*Record excerpts*:
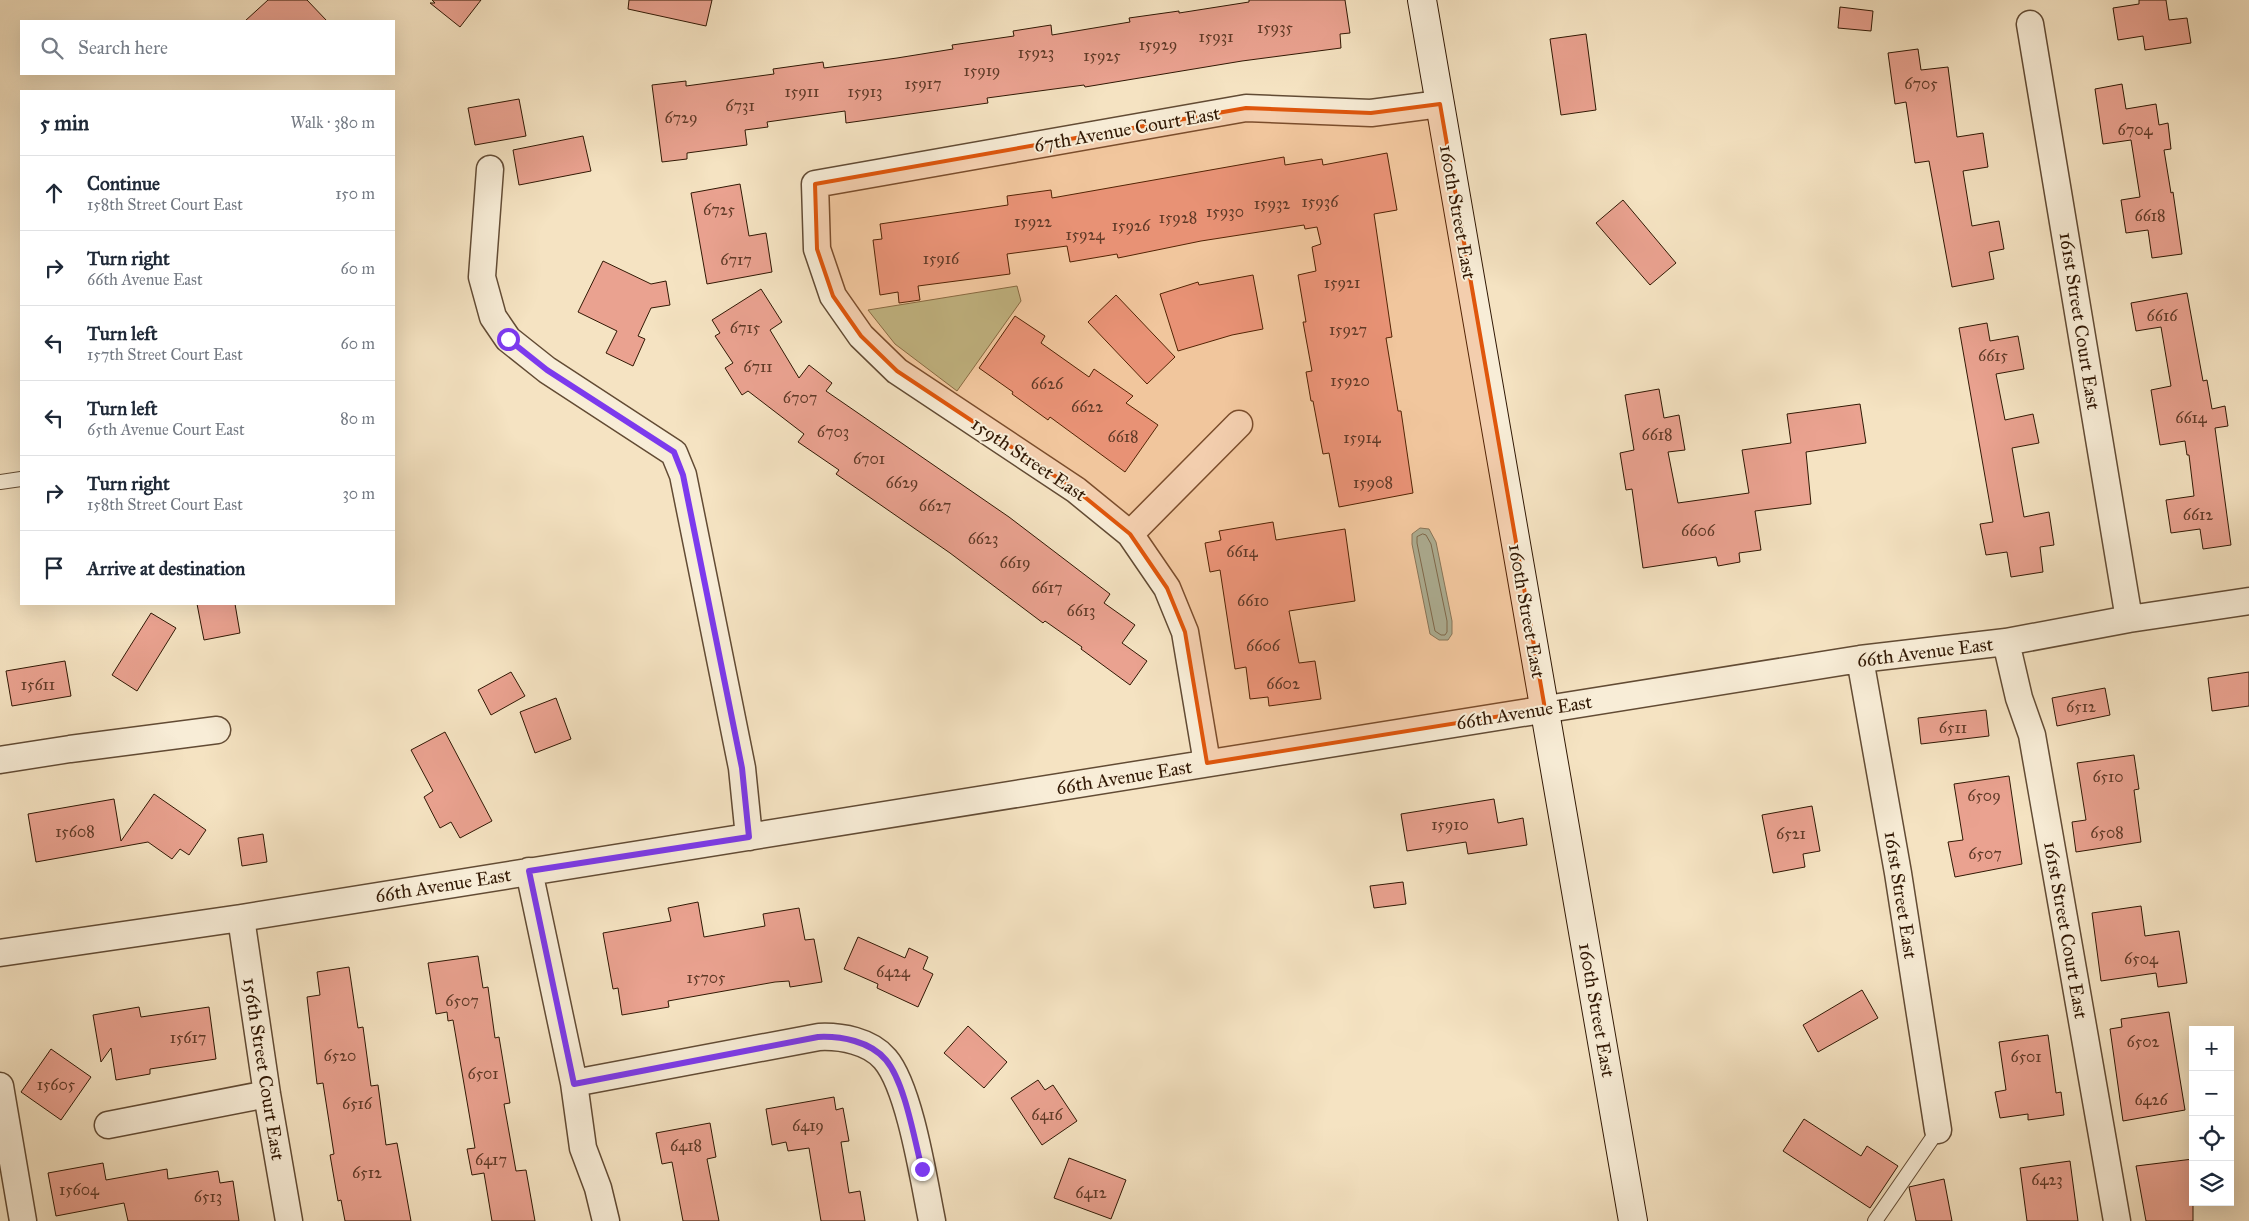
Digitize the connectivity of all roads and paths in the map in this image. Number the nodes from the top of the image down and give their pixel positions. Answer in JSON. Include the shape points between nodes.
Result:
{"nodes":[{"id":1,"x":1422,"y":0,"type":"edge"},
{"id":2,"x":2030,"y":24,"type":"dead end"},
{"id":3,"x":1440,"y":104,"type":"junction"},
{"id":4,"x":490,"y":169,"type":"dead end"},
{"id":5,"x":815,"y":184,"type":"joint"},
{"id":6,"x":1239,"y":424,"type":"dead end"},
{"id":7,"x":20,"y":479,"type":"edge"},
{"id":8,"x":0,"y":482,"type":"edge"},
{"id":9,"x":1130,"y":534,"type":"junction"},
{"id":10,"x":2249,"y":601,"type":"edge"},
{"id":11,"x":2129,"y":619,"type":"junction"},
{"id":12,"x":2006,"y":642,"type":"junction"},
{"id":13,"x":1860,"y":659,"type":"junction"},
{"id":14,"x":1545,"y":709,"type":"junction"},
{"id":15,"x":217,"y":730,"type":"dead end"},
{"id":16,"x":0,"y":760,"type":"edge"},
{"id":17,"x":1207,"y":763,"type":"junction"},
{"id":18,"x":749,"y":837,"type":"junction"},
{"id":19,"x":529,"y":871,"type":"junction"},
{"id":20,"x":241,"y":918,"type":"junction"},
{"id":21,"x":0,"y":953,"type":"edge"},
{"id":22,"x":574,"y":1084,"type":"junction"},
{"id":23,"x":0,"y":1086,"type":"edge"},
{"id":24,"x":267,"y":1094,"type":"junction"},
{"id":25,"x":108,"y":1125,"type":"dead end"},
{"id":26,"x":1938,"y":1130,"type":"joint"},
{"id":27,"x":8,"y":1175,"type":"edge"},
{"id":28,"x":23,"y":1221,"type":"edge"},
{"id":29,"x":289,"y":1221,"type":"edge"},
{"id":30,"x":606,"y":1221,"type":"edge"},
{"id":31,"x":932,"y":1221,"type":"edge"},
{"id":32,"x":1633,"y":1221,"type":"edge"},
{"id":33,"x":1875,"y":1221,"type":"edge"},
{"id":34,"x":2117,"y":1221,"type":"edge"}],
"edges":[{"from":1,"to":3,"type":"main road","name":"160th Street East"},
{"from":2,"to":11,"type":"street","name":"161st Street Court East"},
{"from":3,"to":5,"type":"street","name":"67th Avenue Court East","via":[[1371,113],[1246,108]]},
{"from":3,"to":14,"type":"main road","name":"160th Street East"},
{"from":4,"to":18,"type":"street","via":[[482,276],[494,317],[508,339],[547,370],[674,452],[683,475],[742,768]]},
{"from":5,"to":9,"type":"street","name":"159th Street East","via":[[817,249],[833,296],[861,336],[897,371],[1076,490]]},
{"from":6,"to":9,"type":"street"},
{"from":7,"to":8,"type":"lane"},
{"from":9,"to":17,"type":"street","name":"159th Street East","via":[[1167,588],[1185,632]]},
{"from":10,"to":11,"type":"street","name":"66th Avenue East"},
{"from":11,"to":12,"type":"street","name":"66th Avenue East"},
{"from":12,"to":13,"type":"street","name":"66th Avenue East"},
{"from":12,"to":34,"type":"street","name":"161st Street Court East","via":[[2019,698],[2032,735]]},
{"from":13,"to":14,"type":"street","name":"66th Avenue East"},
{"from":13,"to":26,"type":"street","name":"161st Street East","via":[[1898,873]]},
{"from":14,"to":17,"type":"street","name":"66th Avenue East"},
{"from":14,"to":32,"type":"main road","name":"160th Street East"},
{"from":15,"to":16,"type":"street"},
{"from":17,"to":18,"type":"street","name":"66th Avenue East"},
{"from":18,"to":19,"type":"street","name":"66th Avenue East"},
{"from":19,"to":20,"type":"street","name":"66th Avenue East"},
{"from":19,"to":22,"type":"street"},
{"from":20,"to":21,"type":"street","name":"66th Avenue East"},
{"from":20,"to":24,"type":"street","name":"156th Street Court East"},
{"from":22,"to":30,"type":"street","via":[[583,1148]]},
{"from":22,"to":31,"type":"street","via":[[818,1037],[840,1036],[859,1042],[885,1059],[895,1076],[906,1104]]},
{"from":23,"to":27,"type":"street"},
{"from":24,"to":25,"type":"street"},
{"from":24,"to":29,"type":"street","name":"156th Street Court East"},
{"from":26,"to":33,"type":"lane"},
{"from":27,"to":28,"type":"street"}]}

*Exercise goal*: Return every line from the material that contains the word "nodes".

*The completed task*:
Digitize the connectivity of all roads and paths in the map in this image. Number the nodes from the top of the image down and give their pixel positions. Answer in JSON. Include the shape points between nodes.
{"nodes":[{"id":1,"x":1422,"y":0,"type":"edge"},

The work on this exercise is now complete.